Be sensitive to your child's level of sports ambition as compared to your own. Are you projecting your dreams, your level of ambition, onto your child? If you want success more than your child, your relationship is at risk. Your relationship with your son or daughter will suffer if you press your child too hard.



5: Times Have Changed

Remember that your sports dreams and ambitions are a product of your childhood. Your own child is being raised by different people, at a different point in time and with a different set of games than you were. Be sensitive to generation-gap issues.

6: Respect Your Child's Individuality

Your child is an individual first, and an athlete second. To ensure a positive experience from sports, you must respect your child's individuality.

7: Listen More Than You Lecture

Encourage your child to communicate openly with you. When you coach your child in team sports, other players may become jealous. They may express jealousy by rejecting or ignoring your child socially. Teammates may criticize you to your child. Your child needs to feel free to talk about his or her feelings. Your child needs to know you will listen to issues such as these.

8: Treat Your Child Equal to Other Players

Never be harder on your own child than you are on the other players. Some coaches try too hard to prove their objectivity. They push their own child more than the other members of the team. This is bad for your child's self-esteem and destructive to the parent-child relationship.

9: Be Aware of Limitations

Know when to say when. When your temperament or knowledge limits are met, it is time to move your child to a more appropriate coach. Do it graciously. Be supportive, give the new coach a fair opportunity.

10: Be Positive, Criticize Constructively

Instructional comments will be more effective than emotional attacks. Studies have conclusively demonstrated that instructional feedback builds self-esteem, produces superior performance and more motivated athletes.

11: Learn How to Cool Your Temper When Angry

If your anger is related to your bad mood, dumping your anger on your child will create problems for two people instead of one. If the error is significant, it will be there tomorrow. Correct the error when you have cooled down. Remember, if he or she could have done better, they would have done better!

12: Use Assistants

Your child may be more open to feedback from assistants, especially once puberty hits. At puberty, and sometimes before, children have a strong drive to assert their independence. Sometimes advice is easier to take when it comes from outside the family.

13: Use Team Meetings

Ask players for their input, and perhaps even get a suggestion box for players and parents to provide suggestions about how best to achieve team goals. A suggestion box or similar system may help defuse perceptions of favoritism and build consensus.
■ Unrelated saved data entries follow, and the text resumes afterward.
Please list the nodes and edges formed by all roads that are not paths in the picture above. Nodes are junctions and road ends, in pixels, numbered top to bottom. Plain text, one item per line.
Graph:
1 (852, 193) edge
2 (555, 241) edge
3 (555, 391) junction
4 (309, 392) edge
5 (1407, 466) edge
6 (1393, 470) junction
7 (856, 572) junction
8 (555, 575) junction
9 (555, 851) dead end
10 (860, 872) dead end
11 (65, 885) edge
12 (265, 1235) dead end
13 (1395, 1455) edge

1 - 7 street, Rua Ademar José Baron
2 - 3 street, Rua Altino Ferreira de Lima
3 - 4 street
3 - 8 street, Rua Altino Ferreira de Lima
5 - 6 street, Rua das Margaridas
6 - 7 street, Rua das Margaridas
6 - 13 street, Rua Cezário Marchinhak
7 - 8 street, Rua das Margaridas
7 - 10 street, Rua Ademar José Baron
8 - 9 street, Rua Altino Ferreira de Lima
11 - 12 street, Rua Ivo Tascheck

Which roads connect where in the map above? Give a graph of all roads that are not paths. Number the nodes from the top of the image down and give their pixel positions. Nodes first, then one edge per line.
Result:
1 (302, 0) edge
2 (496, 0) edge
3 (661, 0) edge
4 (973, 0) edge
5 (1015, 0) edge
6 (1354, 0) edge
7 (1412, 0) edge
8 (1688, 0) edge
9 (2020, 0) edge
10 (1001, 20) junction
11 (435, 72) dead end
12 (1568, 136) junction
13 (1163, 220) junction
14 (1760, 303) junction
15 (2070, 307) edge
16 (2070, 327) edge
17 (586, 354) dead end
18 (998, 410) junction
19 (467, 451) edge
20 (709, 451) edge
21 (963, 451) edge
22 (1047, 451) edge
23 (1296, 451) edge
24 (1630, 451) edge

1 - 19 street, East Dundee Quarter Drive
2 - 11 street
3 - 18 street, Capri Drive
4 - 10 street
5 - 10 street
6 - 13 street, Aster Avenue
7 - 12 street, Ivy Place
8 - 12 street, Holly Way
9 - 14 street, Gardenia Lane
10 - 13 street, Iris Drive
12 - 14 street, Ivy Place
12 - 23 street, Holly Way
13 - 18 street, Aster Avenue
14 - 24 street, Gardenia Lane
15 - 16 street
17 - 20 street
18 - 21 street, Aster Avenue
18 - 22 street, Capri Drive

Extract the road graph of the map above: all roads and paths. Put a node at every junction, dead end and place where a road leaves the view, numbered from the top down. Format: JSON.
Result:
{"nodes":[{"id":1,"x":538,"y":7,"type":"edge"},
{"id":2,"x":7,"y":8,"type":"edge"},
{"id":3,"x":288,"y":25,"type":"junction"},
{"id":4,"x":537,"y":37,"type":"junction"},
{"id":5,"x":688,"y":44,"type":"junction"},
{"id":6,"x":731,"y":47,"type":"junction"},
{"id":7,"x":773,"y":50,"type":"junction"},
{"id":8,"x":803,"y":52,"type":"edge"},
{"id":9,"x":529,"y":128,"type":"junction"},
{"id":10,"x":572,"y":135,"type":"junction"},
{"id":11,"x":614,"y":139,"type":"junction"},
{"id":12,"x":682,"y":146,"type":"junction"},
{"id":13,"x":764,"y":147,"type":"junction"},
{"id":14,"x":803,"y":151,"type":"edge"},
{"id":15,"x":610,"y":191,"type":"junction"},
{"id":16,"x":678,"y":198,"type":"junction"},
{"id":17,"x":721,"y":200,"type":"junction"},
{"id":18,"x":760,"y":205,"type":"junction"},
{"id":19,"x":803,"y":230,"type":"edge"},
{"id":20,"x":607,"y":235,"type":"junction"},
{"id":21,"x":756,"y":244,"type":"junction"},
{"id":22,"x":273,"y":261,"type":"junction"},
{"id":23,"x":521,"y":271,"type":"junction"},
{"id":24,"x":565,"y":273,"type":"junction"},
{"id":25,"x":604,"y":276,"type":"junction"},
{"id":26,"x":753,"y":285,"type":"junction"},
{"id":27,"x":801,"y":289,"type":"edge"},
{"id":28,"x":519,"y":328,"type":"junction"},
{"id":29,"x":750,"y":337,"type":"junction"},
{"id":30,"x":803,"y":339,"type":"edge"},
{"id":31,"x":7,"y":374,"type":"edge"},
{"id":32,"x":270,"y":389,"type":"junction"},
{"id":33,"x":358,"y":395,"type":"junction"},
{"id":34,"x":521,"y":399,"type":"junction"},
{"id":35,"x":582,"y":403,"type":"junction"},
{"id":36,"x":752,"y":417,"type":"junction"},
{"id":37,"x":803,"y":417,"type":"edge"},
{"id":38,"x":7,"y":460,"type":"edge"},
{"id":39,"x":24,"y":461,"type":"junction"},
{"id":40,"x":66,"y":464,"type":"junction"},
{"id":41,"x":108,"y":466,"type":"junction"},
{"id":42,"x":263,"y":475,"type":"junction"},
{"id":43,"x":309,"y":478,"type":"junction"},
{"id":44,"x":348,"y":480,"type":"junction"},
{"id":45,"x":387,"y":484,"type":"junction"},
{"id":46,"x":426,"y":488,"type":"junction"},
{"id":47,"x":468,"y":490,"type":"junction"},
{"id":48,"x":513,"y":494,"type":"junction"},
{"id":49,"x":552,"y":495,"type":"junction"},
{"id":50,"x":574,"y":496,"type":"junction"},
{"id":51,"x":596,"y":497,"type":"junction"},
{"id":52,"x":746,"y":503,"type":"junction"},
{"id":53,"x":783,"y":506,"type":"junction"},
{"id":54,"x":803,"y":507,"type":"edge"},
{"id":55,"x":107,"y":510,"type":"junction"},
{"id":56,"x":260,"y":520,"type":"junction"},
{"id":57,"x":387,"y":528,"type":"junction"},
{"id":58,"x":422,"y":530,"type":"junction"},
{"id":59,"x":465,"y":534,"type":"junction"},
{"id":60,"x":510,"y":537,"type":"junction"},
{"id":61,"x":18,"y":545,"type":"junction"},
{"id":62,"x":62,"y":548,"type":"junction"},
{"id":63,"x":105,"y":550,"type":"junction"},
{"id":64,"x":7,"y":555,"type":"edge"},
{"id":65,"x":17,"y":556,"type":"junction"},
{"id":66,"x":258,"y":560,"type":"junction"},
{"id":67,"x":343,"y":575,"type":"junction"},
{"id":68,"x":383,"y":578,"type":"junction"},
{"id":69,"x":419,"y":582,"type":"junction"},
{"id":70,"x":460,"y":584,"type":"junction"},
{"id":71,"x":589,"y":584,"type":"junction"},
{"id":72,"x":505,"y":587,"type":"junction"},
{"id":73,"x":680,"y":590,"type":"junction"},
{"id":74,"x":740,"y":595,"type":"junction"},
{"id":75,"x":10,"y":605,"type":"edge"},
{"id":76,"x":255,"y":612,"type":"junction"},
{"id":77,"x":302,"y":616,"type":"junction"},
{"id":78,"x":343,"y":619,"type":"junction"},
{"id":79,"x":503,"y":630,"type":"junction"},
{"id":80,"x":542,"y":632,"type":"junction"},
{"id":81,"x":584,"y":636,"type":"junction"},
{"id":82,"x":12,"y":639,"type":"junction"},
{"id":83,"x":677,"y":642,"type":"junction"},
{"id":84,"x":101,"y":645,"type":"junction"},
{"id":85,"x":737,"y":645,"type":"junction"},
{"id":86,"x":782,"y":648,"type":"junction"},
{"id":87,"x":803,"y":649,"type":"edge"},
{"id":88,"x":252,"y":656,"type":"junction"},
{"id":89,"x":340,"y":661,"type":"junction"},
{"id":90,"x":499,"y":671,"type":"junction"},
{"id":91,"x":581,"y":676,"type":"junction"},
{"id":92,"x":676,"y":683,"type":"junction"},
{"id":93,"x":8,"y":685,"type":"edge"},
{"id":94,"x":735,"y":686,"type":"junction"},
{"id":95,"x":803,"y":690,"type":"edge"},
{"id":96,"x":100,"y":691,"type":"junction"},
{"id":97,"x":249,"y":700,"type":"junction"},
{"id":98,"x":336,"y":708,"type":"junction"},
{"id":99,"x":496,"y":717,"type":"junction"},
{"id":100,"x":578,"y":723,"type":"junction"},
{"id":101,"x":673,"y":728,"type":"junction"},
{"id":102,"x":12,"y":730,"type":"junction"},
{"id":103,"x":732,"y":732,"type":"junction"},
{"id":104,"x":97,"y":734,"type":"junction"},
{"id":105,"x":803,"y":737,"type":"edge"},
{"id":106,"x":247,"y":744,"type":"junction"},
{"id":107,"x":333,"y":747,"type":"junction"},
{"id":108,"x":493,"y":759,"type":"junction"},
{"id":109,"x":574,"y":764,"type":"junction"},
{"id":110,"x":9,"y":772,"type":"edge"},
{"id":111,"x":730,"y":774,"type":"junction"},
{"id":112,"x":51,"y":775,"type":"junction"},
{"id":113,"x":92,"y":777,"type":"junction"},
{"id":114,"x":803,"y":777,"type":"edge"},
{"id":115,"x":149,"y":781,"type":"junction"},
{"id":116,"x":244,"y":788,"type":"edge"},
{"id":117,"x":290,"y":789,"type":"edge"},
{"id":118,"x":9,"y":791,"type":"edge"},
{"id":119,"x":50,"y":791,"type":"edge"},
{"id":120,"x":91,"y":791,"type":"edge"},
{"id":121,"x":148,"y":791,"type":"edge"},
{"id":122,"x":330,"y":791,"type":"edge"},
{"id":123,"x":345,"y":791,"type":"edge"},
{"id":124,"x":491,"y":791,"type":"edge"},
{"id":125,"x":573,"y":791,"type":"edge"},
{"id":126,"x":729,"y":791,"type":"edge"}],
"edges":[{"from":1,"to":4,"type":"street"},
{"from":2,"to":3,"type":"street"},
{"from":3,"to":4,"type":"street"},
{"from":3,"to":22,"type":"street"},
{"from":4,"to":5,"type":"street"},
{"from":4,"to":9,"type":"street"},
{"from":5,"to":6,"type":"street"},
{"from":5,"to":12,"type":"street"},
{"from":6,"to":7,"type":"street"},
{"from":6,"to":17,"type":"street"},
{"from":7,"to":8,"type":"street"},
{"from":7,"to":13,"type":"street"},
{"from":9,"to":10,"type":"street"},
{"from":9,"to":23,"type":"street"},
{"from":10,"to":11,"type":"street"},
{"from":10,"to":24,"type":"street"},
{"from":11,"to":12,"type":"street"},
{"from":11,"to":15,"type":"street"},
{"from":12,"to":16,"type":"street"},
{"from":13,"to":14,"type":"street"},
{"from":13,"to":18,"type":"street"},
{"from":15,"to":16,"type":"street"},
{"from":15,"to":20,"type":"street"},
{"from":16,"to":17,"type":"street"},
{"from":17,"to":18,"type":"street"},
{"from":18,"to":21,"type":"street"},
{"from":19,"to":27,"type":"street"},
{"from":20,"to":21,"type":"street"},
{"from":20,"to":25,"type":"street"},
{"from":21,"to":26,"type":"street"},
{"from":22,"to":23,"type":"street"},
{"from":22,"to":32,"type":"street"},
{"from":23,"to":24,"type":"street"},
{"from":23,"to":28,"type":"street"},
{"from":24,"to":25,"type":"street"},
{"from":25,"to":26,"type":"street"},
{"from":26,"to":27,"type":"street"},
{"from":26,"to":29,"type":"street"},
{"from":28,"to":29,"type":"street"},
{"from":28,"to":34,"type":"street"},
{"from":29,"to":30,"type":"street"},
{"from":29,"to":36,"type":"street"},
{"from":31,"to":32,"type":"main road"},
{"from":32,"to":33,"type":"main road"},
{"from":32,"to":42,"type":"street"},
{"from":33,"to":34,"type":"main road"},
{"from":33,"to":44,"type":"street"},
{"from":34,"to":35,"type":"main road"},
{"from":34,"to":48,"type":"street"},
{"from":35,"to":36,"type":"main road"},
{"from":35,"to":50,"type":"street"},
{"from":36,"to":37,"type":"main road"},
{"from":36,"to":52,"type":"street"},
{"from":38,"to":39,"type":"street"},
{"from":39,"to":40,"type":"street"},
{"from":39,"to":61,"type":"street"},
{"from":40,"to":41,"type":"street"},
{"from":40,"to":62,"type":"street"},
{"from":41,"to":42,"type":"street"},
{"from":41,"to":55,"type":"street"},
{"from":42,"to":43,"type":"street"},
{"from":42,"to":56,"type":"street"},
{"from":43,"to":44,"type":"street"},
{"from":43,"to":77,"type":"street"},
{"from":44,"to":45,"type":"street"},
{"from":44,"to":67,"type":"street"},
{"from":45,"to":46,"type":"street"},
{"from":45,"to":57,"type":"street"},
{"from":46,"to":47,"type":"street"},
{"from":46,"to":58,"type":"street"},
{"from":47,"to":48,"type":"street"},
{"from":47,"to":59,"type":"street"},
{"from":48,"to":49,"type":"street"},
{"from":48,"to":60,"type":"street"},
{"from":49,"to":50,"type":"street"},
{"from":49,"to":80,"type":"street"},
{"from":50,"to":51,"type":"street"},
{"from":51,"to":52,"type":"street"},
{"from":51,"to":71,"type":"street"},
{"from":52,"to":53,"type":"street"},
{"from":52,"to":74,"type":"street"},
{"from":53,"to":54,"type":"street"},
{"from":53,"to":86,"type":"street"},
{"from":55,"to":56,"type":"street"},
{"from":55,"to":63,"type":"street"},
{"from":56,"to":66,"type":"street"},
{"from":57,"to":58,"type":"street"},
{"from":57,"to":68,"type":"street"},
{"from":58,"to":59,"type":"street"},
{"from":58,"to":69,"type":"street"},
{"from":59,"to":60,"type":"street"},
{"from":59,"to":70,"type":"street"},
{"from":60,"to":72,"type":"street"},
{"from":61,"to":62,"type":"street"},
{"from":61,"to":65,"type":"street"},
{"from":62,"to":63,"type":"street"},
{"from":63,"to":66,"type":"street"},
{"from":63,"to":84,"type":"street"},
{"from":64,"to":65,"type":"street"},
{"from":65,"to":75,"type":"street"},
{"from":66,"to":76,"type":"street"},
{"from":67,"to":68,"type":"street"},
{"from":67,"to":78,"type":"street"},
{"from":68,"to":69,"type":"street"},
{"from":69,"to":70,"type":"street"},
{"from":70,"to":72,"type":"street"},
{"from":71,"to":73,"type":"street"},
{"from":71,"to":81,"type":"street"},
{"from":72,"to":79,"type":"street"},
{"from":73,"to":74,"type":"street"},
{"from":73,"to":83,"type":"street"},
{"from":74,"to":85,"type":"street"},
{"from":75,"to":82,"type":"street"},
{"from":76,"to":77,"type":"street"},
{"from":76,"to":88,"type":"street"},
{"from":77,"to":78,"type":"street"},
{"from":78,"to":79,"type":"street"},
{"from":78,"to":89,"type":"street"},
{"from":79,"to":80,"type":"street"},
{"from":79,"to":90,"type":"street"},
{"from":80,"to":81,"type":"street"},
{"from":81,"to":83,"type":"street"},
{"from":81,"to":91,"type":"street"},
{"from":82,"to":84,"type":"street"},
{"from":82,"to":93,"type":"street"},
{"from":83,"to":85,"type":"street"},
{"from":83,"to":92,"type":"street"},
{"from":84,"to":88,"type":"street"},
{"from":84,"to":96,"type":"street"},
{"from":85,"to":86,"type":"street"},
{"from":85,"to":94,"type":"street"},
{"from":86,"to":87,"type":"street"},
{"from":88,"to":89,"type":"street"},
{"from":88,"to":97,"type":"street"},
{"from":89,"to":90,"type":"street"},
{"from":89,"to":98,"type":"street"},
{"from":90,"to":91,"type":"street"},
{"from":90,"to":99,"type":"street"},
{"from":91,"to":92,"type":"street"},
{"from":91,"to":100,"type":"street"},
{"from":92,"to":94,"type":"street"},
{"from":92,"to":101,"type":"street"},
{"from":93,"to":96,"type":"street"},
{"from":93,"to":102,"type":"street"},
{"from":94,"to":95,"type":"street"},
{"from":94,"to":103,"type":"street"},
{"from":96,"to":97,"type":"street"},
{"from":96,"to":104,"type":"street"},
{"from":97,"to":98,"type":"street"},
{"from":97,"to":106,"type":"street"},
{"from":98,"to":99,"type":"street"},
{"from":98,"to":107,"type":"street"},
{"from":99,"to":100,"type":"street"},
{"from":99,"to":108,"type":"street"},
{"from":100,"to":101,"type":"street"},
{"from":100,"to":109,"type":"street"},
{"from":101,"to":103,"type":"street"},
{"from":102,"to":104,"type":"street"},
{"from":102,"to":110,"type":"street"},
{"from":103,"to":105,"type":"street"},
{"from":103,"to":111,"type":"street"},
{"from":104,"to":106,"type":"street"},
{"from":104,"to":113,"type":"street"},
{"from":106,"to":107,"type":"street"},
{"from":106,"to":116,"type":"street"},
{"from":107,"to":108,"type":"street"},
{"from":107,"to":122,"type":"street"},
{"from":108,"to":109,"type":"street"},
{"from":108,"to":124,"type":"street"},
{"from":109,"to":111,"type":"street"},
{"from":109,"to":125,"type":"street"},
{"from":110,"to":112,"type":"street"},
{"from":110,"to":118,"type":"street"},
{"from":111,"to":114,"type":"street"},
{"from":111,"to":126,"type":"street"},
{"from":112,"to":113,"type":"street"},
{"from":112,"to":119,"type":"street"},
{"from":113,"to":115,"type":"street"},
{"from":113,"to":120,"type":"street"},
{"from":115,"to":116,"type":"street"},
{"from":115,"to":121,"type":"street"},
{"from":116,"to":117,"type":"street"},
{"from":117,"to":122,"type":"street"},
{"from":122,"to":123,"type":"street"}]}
14: Children Need to Experience a Sense of Mastery

Success is important. Win-loss record is important. Why? Because children talk to other children. By third grade they will be asked how their team is doing. By middle school your children will be teased for poor performance.

15: Keep Sports in Perspective

Balance between sport and life will reduce performance anxiety for the athlete. Balance includes doing chores and school work and maybe even scouts or church as well as sports.